- **Exercise goal**
The result should be every line of the listing that holds the word "main".

- **Data shown**

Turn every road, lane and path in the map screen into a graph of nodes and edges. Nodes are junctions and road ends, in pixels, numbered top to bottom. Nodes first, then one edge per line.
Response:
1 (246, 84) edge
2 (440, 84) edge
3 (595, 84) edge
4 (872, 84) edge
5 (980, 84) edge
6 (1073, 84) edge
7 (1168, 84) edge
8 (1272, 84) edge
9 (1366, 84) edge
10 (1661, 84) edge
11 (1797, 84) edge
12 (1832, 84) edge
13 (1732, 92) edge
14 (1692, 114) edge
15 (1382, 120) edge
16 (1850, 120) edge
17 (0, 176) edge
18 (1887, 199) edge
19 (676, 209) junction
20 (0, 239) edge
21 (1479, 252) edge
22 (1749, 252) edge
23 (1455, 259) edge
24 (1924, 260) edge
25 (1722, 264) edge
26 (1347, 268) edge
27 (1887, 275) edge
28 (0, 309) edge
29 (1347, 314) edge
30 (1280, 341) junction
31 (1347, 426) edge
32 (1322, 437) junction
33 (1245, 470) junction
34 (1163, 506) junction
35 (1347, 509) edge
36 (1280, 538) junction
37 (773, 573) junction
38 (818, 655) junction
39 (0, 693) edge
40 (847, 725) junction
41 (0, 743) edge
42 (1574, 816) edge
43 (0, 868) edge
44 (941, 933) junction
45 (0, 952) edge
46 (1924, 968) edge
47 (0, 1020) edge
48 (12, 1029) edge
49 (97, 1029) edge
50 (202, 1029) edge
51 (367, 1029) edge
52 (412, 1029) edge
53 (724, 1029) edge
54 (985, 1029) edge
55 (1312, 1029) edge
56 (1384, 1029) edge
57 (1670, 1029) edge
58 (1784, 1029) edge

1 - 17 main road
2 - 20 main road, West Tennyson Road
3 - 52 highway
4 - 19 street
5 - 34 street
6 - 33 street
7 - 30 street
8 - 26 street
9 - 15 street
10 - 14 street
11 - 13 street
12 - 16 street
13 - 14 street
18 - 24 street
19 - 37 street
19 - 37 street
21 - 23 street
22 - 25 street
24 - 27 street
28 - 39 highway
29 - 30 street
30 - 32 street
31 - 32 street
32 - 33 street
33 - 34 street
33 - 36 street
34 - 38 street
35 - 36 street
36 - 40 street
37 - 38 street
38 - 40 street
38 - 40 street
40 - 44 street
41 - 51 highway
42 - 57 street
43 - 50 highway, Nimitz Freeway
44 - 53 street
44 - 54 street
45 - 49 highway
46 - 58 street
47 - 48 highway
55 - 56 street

- **Finished exercise**
1 - 17 main road
2 - 20 main road, West Tennyson Road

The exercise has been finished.